Despite being online for 20 years, we had survived many Russian DDoS
attacks and had remained online despite such attacks -- you do not know
what effort was required to battle it off, but we succeeded. We are
under a persistent attack from central Russia (for the last year or so)
via a bot-net but they are for the most part neutralized/mitigated. We
also had never been hacked despite very many attempts to do so. Guess
it helps having two engineers with advanced engineering degress running
the servers and both being total computer geeks. :) Also log
everything so we see the attacks happening in real time.
I laugh that UWC -- after being on our site for 10 years and was never
hacked despite numerous aggressive attempts (especially after I helped
them recover their domain which was taken over by a foreign entity
during the Orange Revolution), decided to stiff us for their bill --
was hacked within months at a new site several times. Never happened
when they hosted on our site. Difference of having computer savvy
engineers running the show versus hacks they went to after and charged
them much more for just hosting. But hey that is lawyers -- the
original pond scum. :)
But I digress. The mail lists are small but the site is humongous --
still have more GB's online than other sites and still is secure.
Content needs work but there is never enough time. :)

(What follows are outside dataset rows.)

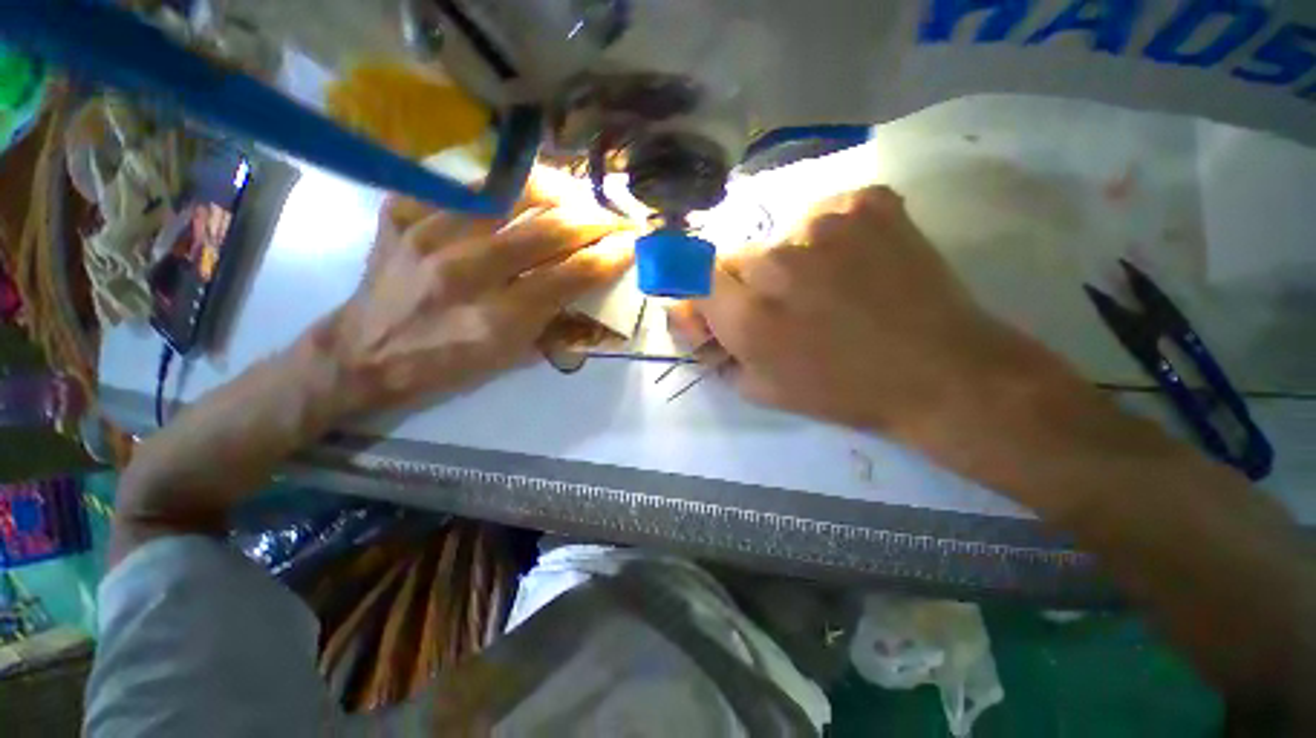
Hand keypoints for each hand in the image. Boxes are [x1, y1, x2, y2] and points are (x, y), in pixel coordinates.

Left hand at [323, 184, 631, 414]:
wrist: (365, 353)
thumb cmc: (447, 365)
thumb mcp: (510, 359)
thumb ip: (556, 324)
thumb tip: (592, 292)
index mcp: (499, 319)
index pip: (570, 276)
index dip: (608, 257)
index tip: (629, 245)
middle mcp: (466, 272)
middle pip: (547, 231)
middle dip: (592, 220)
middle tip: (610, 217)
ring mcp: (428, 234)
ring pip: (508, 192)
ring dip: (554, 191)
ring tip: (573, 195)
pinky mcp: (401, 213)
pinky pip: (463, 183)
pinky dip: (499, 183)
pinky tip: (517, 190)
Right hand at [669, 186, 1080, 459]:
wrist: (938, 371)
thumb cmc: (841, 391)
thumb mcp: (760, 388)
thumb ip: (712, 350)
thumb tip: (686, 312)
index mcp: (748, 315)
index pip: (694, 278)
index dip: (707, 293)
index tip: (722, 306)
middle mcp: (775, 262)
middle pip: (736, 257)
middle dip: (748, 283)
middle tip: (785, 306)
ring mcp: (823, 223)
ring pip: (779, 236)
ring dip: (789, 261)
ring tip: (827, 288)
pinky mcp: (866, 201)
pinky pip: (825, 214)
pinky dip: (830, 237)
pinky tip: (855, 263)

The underlieing infrastructure is about to be changed in a major way --
very long work in progress that I mentioned a few years back -- part of
it as I have to get off my ass and do it -- I always seem to get to 95%
of the way and stop. The 9th server is about to come online. I guess
working security is always the issue. I want air tight security.
Anyways 20 years is still a major benchmark and thought worth
mentioning.
Still we are wondering if it is worth the pain as everybody is a
critic. As I am insane it will continue LoL :)
DISCLAIMER: I did not speak on behalf of Dr. Andy Ukrainec.
take care
slavko
Gerald William Kokodyniak M.A.Sc.
InfoUkes Inc.
[email protected]
http://www.infoukes.com/
[W.Z.
It is amazing how quickly 20 years have passed in our lives and in the
life of Ukraine. The above ramblings by Gerry Kokodyniak on the Politics
mailing list
provide an intriguing glimpse into the evolution of the InfoUkes website, which
has played such a major role in the Ukrainian digital world. Perhaps
Mr. Kokodyniak and Dr. Ukrainec could be induced to write an
autobiographical book on their experiences. Further, perhaps some
aspiring PhD student might consider writing a thesis on the historical
development of Ukrainian presence on the Internet in Canada,
the United States, Europe and within Ukraine.
As
I have written previously, Gerry Kokodyniak and Stefan Lemieszewski
have been posting on the Politics
mailing list very
insightful articles concerning the Russian hybrid war against Ukraine
and the corruption prevalent within Ukraine and around the world.]